I am a secret subversive.
SNAPSHOT
That’s me standing between my grandparents, my Bubbie and Zadie, revolutionaries who escaped from Leningrad in 1915. I’m maybe ten years old in this snapshot, so it must have been 1956. Every night Bubbie told us bedtime stories. Her favorite one was about a terrible midnight pogrom when the cossacks attacked the farm where she lived with her parents and thirteen brothers and sisters. According to plan, they all ran out to the barn to hide in the hayloft. Everyone climbed up the rope ladder and through the secret trap door in the ceiling. But their father, who climbed up last, couldn’t fit through. His stomach had become too big to slide through the narrow opening. Bubbie’s mother kept pulling him up by his arms, trying to unjam him, but when the cossacks rode into the barn they cut him in half at his waist, which released his head and upper chest into the arms of his family. It was that story which made me a political person. It wasn’t by choice. I used to cry and beg Bubbie not to tell that story anymore and she’d lay off for a while, but eventually she’d put it back in her repertoire.
I am a political person.

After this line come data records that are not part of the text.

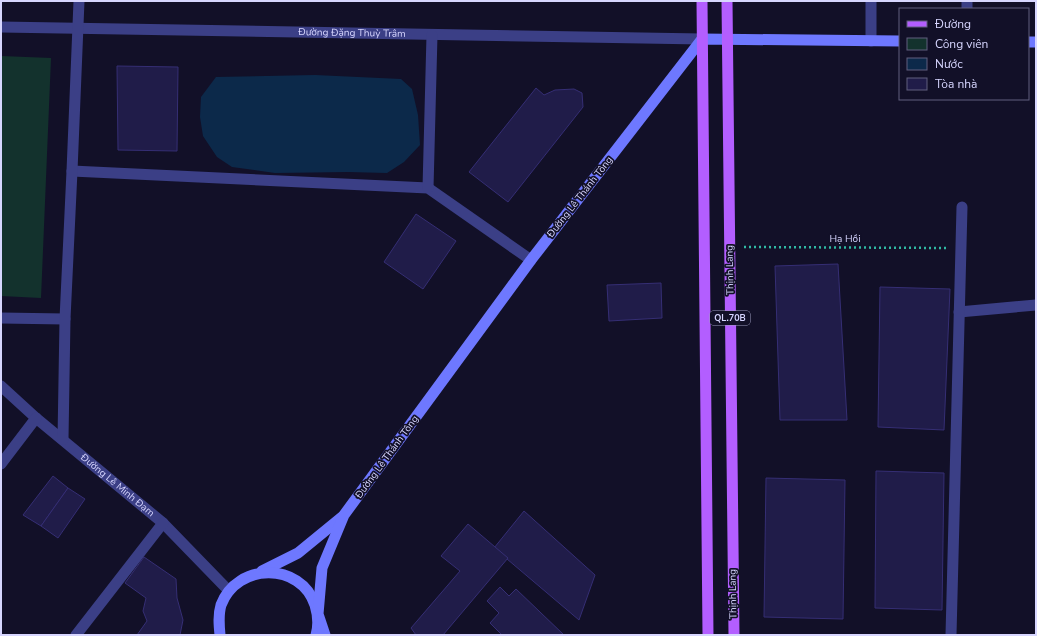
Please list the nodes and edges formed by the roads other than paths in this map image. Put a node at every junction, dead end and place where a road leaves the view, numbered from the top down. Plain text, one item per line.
1 (78, 1) edge
2 (702, 1) edge
3 (727, 1) edge
4 (871, 1) edge
5 (1, 27) edge
6 (77, 29) junction
7 (432, 35) junction
8 (702, 39) junction
9 (728, 40) junction
10 (871, 41) junction
11 (899, 41) edge
12 (72, 171) junction
13 (428, 188) junction
14 (962, 207) dead end
15 (531, 260) junction
16 (1036, 305) edge
17 (959, 312) junction
18 (1, 318) edge
19 (64, 319) junction
20 (1, 386) edge
21 (36, 418) junction
22 (63, 439) junction
23 (1, 464) edge
24 (344, 515) junction
25 (163, 523) junction
26 (257, 573) junction
27 (229, 590) junction
28 (318, 614) junction
29 (218, 621) junction
30 (76, 635) edge
31 (216, 635) edge
32 (220, 635) edge
33 (316, 635) edge
34 (325, 635) edge
35 (708, 635) edge
36 (734, 635) edge
37 (951, 635) edge

1 - 6 street
2 - 8 main road, QL.70B
3 - 9 main road, Thịnh Lang / QL.70B
4 - 10 street
5 - 6 street, Đường Đặng Thuỳ Trâm
6 - 7 street, Đường Đặng Thuỳ Trâm
6 - 12 street
7 - 8 street, Đường Đặng Thuỳ Trâm
7 - 13 street
8 - 9 main road
8 - 15 main road, Đường Lê Thánh Tông
8 - 35 main road, QL.70B
9 - 10 main road
9 - 36 main road, Thịnh Lang / QL.70B
10 - 11 main road
12 - 13 street
12 - 19 street
13 - 15 street
14 - 17 street
15 - 24 main road, Đường Lê Thánh Tông
16 - 17 street
17 - 37 street
18 - 19 street
19 - 22 street
20 - 21 street, Đường Lê Minh Đạm
21 - 22 street, Đường Lê Minh Đạm
21 - 23 street
22 - 25 street, Đường Lê Minh Đạm
24 - 26 main road, Đường Lê Thánh Tông
24 - 28 main road, Đường Lê Thánh Tông
25 - 27 street, Đường Lê Minh Đạm
25 - 30 street
26 - 27 main road, Đường Lê Thánh Tông
26 - 28 main road
27 - 29 main road
28 - 33 main road, Đường Lê Thánh Tông
28 - 34 main road
29 - 31 main road
29 - 32 main road

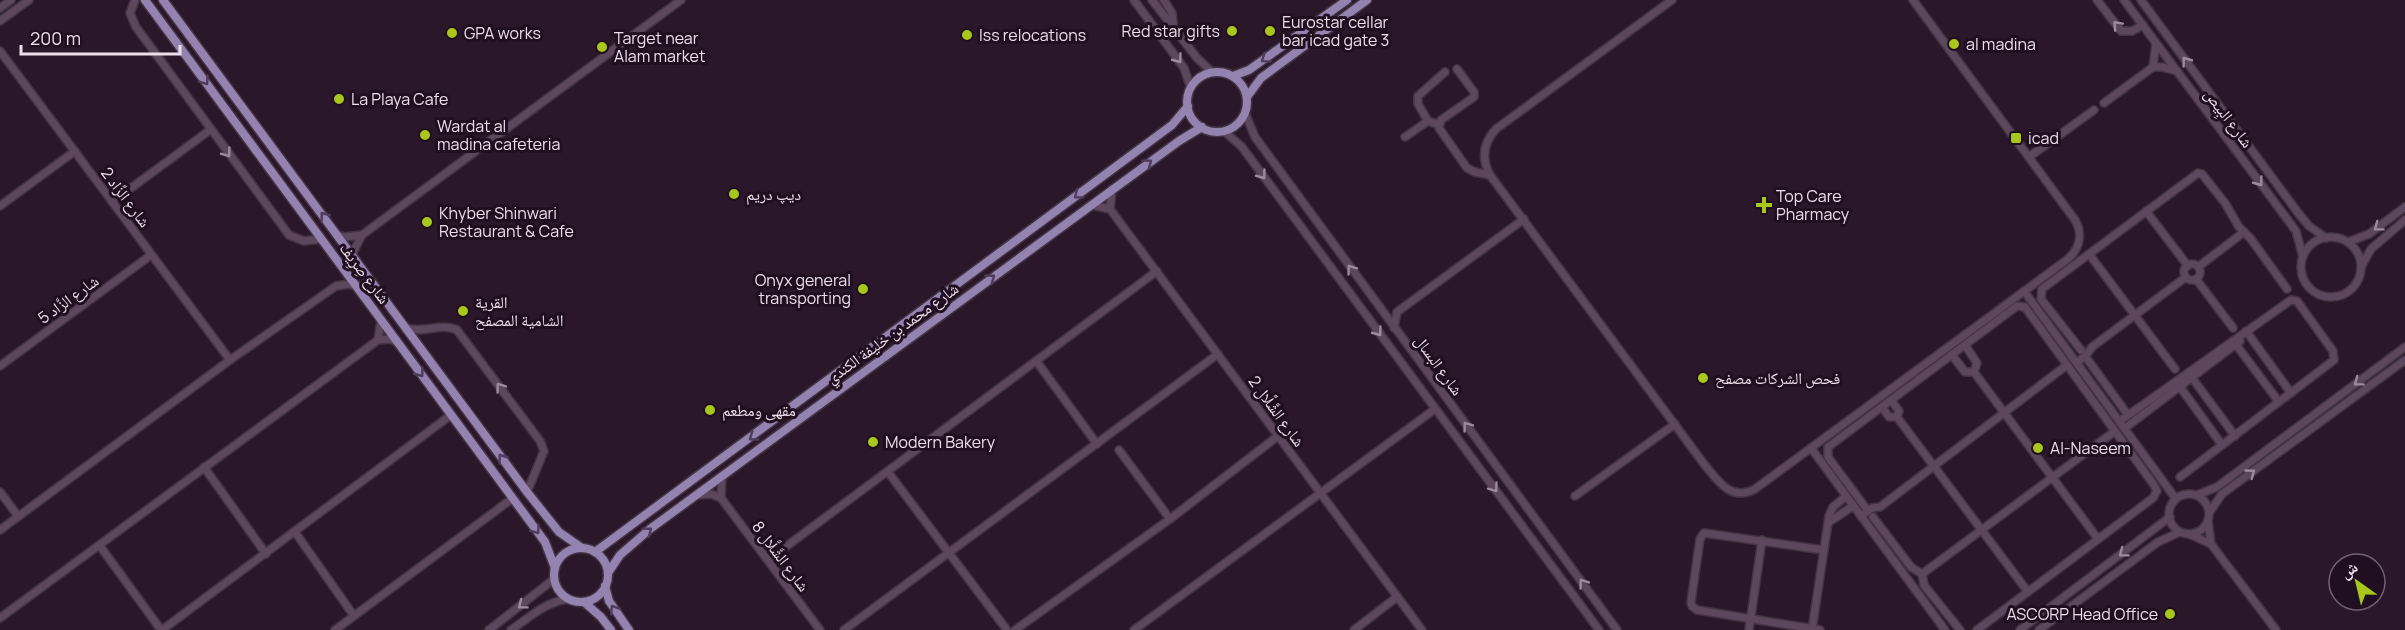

I have a politics, which is something Shay no longer has.
Having a politics is like a strong aftertaste in my mouth, a constant reminder that flavors everything else.
Having a politics is like trying to remember the lyrics of some old
tune that keeps running through my head, driving me crazy.
Having a politics is like wearing bifocals that force me to see causes and their effects wherever I look.
Having a politics is something that I can neither avoid nor control. It runs unfettered through my system.
Actually, I don’t have a politics. It has me.
3
Around seven o’clock my husband appears on the path that winds around the side of Christopher’s house. Eli is a favorite male type among discriminating women. From the teddy-bear genus, he is of the cozy, cuddle-up-by-a-fire species. As children know, there’s lots to be said for teddy bears. They remain the world’s número uno choice of sleeping partners for good reason. Up until recently, Eli was as cozy and comforting as a stuffed animal in or out of bed.
He is wearing the khaki cotton suit I like best of all his summer clothes. By the end of the day, it is as wrinkled as his forehead. This suit makes Eli look like a foreign correspondent who’s just landed in a new country with jet lag, a deadline and lots of currency from the last place he visited. Although Eli’s probably annoyed about being summoned to one of Shay’s command performances, he’s wearing a noncombatant expression, which means he’ll eat the inconvenience for the sake of some peace and quiet.
There is both good news and bad news about Eli Myers.
The good news is that Eli’s a fabulous person. He is one of the most popular men in Washington. Unlike most other journalists, Eli is a fairly noncompetitive reporter—cooperative, supportive and accommodating. He is widely adored by the men in the national press corps for his high spirits and keen political insight. Women are nuts about him because he’s smart, funny, sweet and sexy.
Very sexy.
Although after twenty years I have memorized most of Eli’s sexual moves, he is so smooth and steady in the sack that I remain horny for him all the time.